Las hermanas N. y M. están mirando conmigo el balcón del vecino. La casa de mi vecino tiene dos balcones en dos niveles, los balcones de mi casa se encuentran con los suyos. Aquellos están llenos de personas, de amigos de mi vecino que presencian la ceremonia demoníaca desde las alturas. El residente contiguo me parece apuesto. Me he masturbado imaginando su sexo junto al mío. Con sus amigos empieza a fumar y a armar baretos frente a las hermanas y yo, sin saber que lo estamos espiando. Me da un ataque de ansiedad por el olor a marihuana; las hermanas lanzan una mirada incomprensible sobre mi rostro, a lo mejor burlesca pero también desaprobatoria. Amanece y ahora estamos en una finca todos los miembros de la familia de mi madre y yo. No conozco a muchas de las personas que están ora en un parque de juegos en el jardín trasero, ora en la cocina o ya en el comedor, ya en la sala jugando y bebiendo. D., la desaparecida, grita desde el último piso de la mansión familiar. Subo entusiasmado y mi madre está con mi tía y mi prima en su habitación hablando trivialidades. Pero hubo algo en el rostro de D. que me recordó el peso sobrenatural de la frazada, el jalón de los pies, la presencia invisible del espejo…

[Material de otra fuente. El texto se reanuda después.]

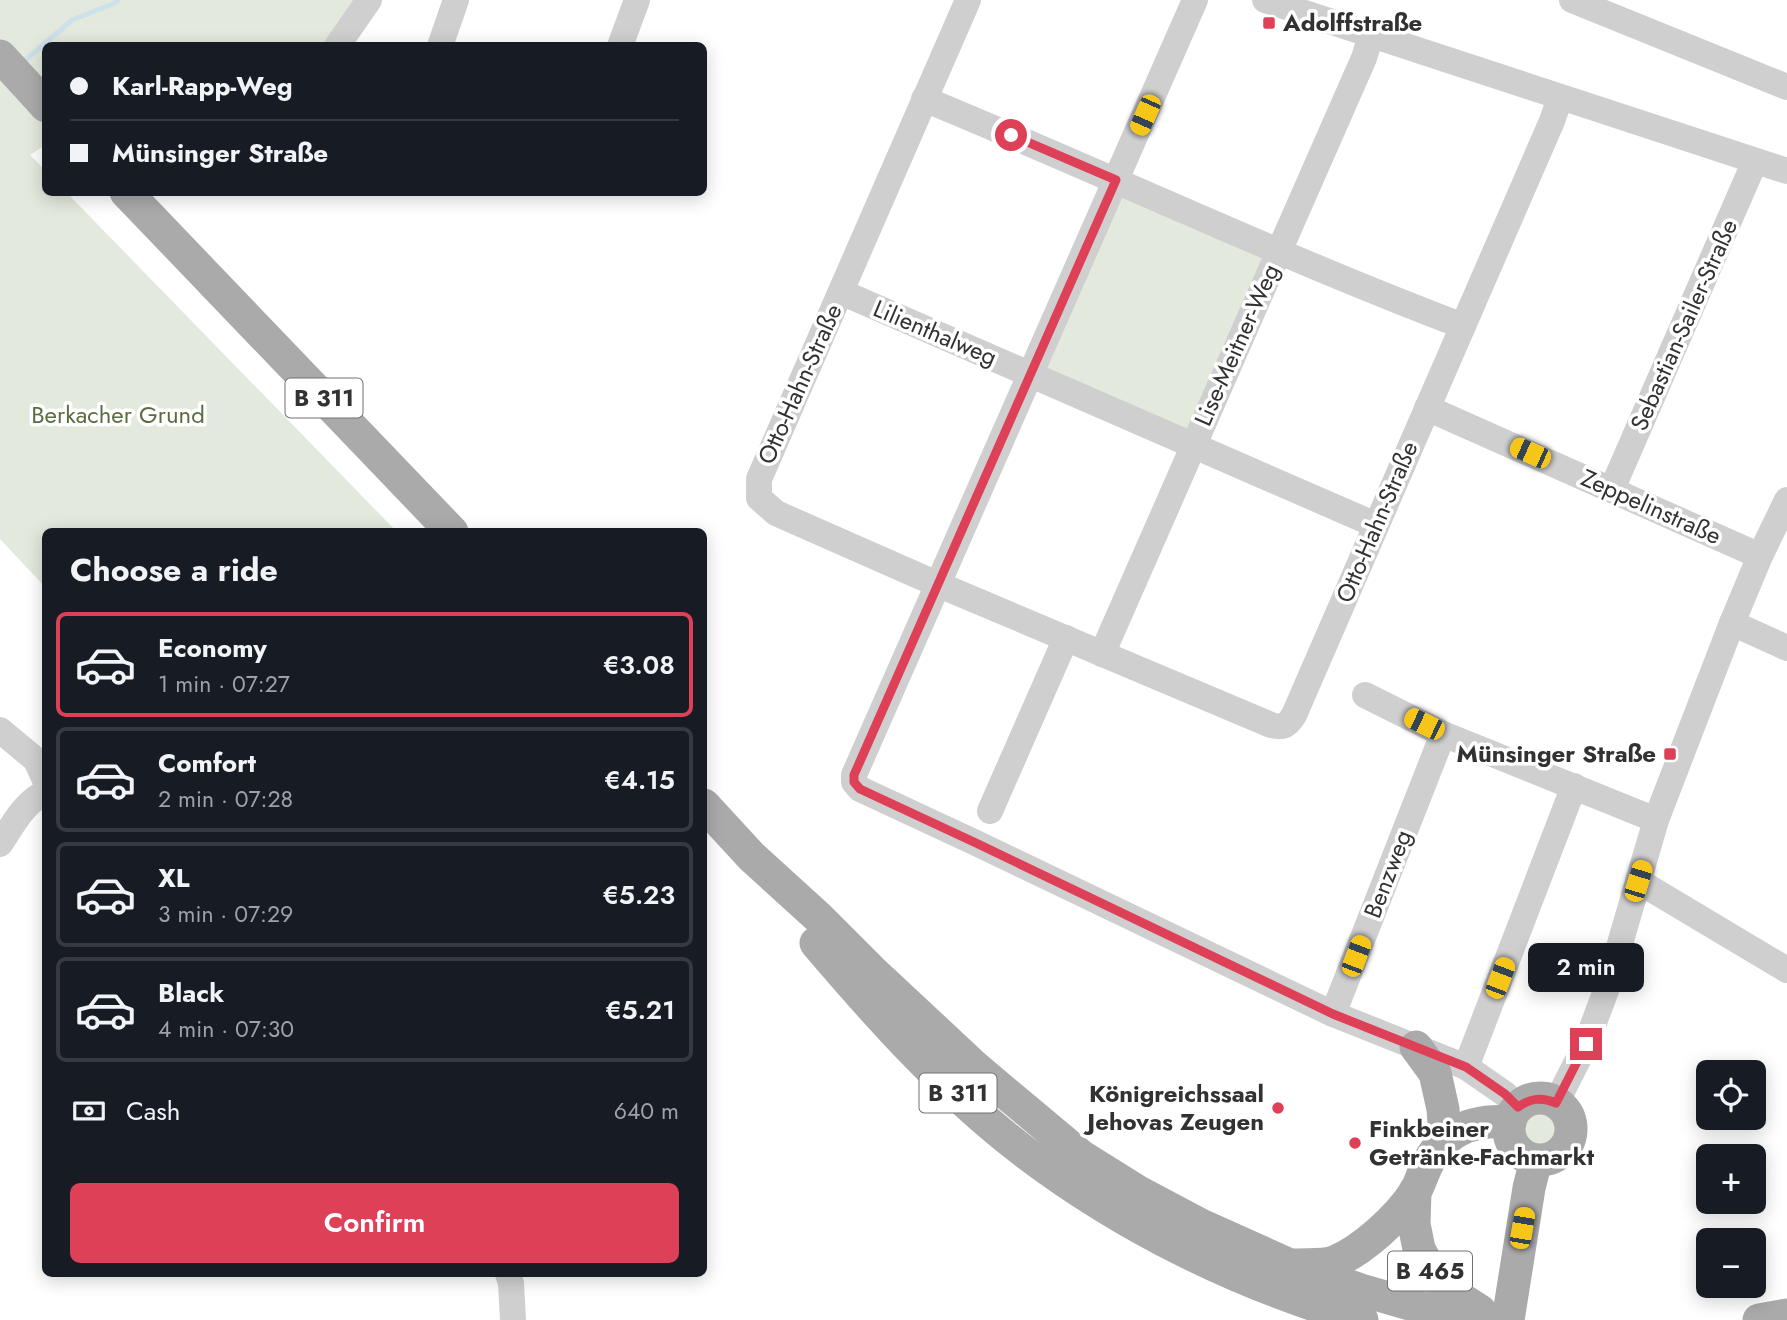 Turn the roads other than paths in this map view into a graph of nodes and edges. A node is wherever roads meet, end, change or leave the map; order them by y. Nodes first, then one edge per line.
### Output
1 (369, 0) edge
2 (456, 0) edge
3 (636, 0) edge
4 (968, 0) edge
5 (1195, 0) edge
6 (1265, 0) edge
7 (1572, 0) edge
8 (1371, 35) junction
9 (340, 42) edge
10 (441, 42) edge
11 (621, 42) edge
12 (0, 56) edge
13 (1787, 87) edge
14 (1560, 98) junction
15 (924, 99) junction
16 (42, 102) edge
17 (1755, 161) junction
18 (1787, 171) edge
19 (1116, 180) junction
20 (130, 196) edge
21 (1279, 251) junction
22 (841, 292) junction
23 (1463, 326) junction
24 (1031, 374) junction
25 (1427, 408) junction
26 (1193, 445) junction
27 (1612, 489) junction
28 (1787, 500) edge
29 (1376, 525) junction
30 (448, 528) edge
31 (1760, 556) junction
32 (937, 584) junction
33 (1732, 623) junction
34 (1066, 638) junction
35 (1787, 648) edge
36 (1102, 654) junction
37 (1365, 695) dead end
38 (0, 730) edge
39 (1443, 734) junction
40 (42, 773) edge
41 (1574, 786) junction
42 (42, 793) edge
43 (707, 808) edge
44 (990, 811) dead end
45 (1656, 820) junction
46 (0, 844) edge
47 (752, 858) junction
48 (1638, 881) junction
49 (1787, 970) edge
50 (1333, 1014) junction
51 (1416, 1047) junction
52 (1466, 1067) junction
53 (1556, 1103) junction
54 (1514, 1114) junction
55 (1445, 1138) junction
56 (1536, 1160) junction
57 (1415, 1191) junction
58 (1290, 1265) junction
59 (509, 1277) edge
60 (1787, 1315) edge
61 (513, 1320) edge
62 (1362, 1320) edge
63 (1485, 1320) edge
64 (1495, 1320) edge
65 (1508, 1320) edge
66 (1759, 1320) edge

1 - 9 street
2 - 10 street
3 - 11 street
4 - 15 street, Otto-Hahn-Straße
5 - 19 street
6 - 8 street
7 - 13 street
8 - 14 street
8 - 21 street, Lise-Meitner-Weg
12 - 16 main road
14 - 17 street
14 - 23 street, Otto-Hahn-Straße
15 - 19 street
15 - 22 street, Otto-Hahn-Straße
17 - 18 street
17 - 27 street, Sebastian-Sailer-Straße
19 - 21 street
19 - 24 street
20 - 30 main road, B 311
21 - 23 street
21 - 26 street, Lise-Meitner-Weg
22 - 24 street, Lilienthalweg
22 - 32 street, Otto-Hahn-Straße
23 - 25 street, Otto-Hahn-Straße
24 - 26 street, Lilienthalweg
24 - 32 street
25 - 27 street, Zeppelinstraße
25 - 29 street, Otto-Hahn-Straße
26 - 29 street, Lilienthalweg
26 - 36 street, Lise-Meitner-Weg
27 - 31 street, Zeppelinstraße
28 - 31 street
29 - 36 street, Otto-Hahn-Straße
31 - 33 street
32 - 34 street, Otto-Hahn-Straße
32 - 50 street
33 - 35 street
33 - 45 street
34 - 36 street, Otto-Hahn-Straße
34 - 44 street
37 - 39 street
38 - 40 street
39 - 41 street
39 - 50 street, Benzweg
41 - 45 street
41 - 52 street
42 - 46 street
43 - 47 main road, B 311
45 - 48 street
47 - 58 main road, B 311
47 - 62 main road, B 311
48 - 49 street
48 - 53 street
50 - 51 street
51 - 52 street
51 - 55 main road
52 - 54 street
53 - 54 main road
53 - 56 main road
54 - 55 main road
54 - 56 main road
55 - 57 main road, B 465
56 - 65 main road
57 - 58 main road, B 465
57 - 64 main road, B 465
58 - 63 main road, B 311
59 - 61 street
60 - 66 main road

Mi hermana me invoca para hablarme de su confusión sobre los miembros de la familia, pues ella también los desconoce y ha sentido rarezas en su presencia. En seguida una algarabía nos hace salir al jardín, donde las personas se han reunido alrededor de una fogata para cocinar un sancocho. Me doy la vuelta y miro fijamente al quinto piso —que era quinto piso aun cuando en la casa solo habían tres niveles, otra rareza u otra alucinación provocada por el demonio—. Una mujer sin rostro, un holograma mortuorio, se alza y me escruta, su maldad sella mis dudas: estamos en el infierno. Toda la casa y todas las personas que en ella festejan son el portal pandemónico. Voces graves y guturales se apoderan de la atmósfera familiar y mis tías corren desesperadas por sus hijos. Como serpientes venenosas, las mujeres endemoniadas devoran las almas de los cuerpos que las contienen, junto con los sexos de mis primas y de mi madre y su hija. Pero de algún modo ese río de oscuridad se va acentuando hasta que el humo de la fogata que ahora se ha convertido en el incendio de la casa, inunda todo el paisaje y no queda más silueta que la de mi féretro en la tierra y mi cadáver ultrajado con la mortaja cubriendo sus manos: bienvenido a tu casa. Entre risas me despierto.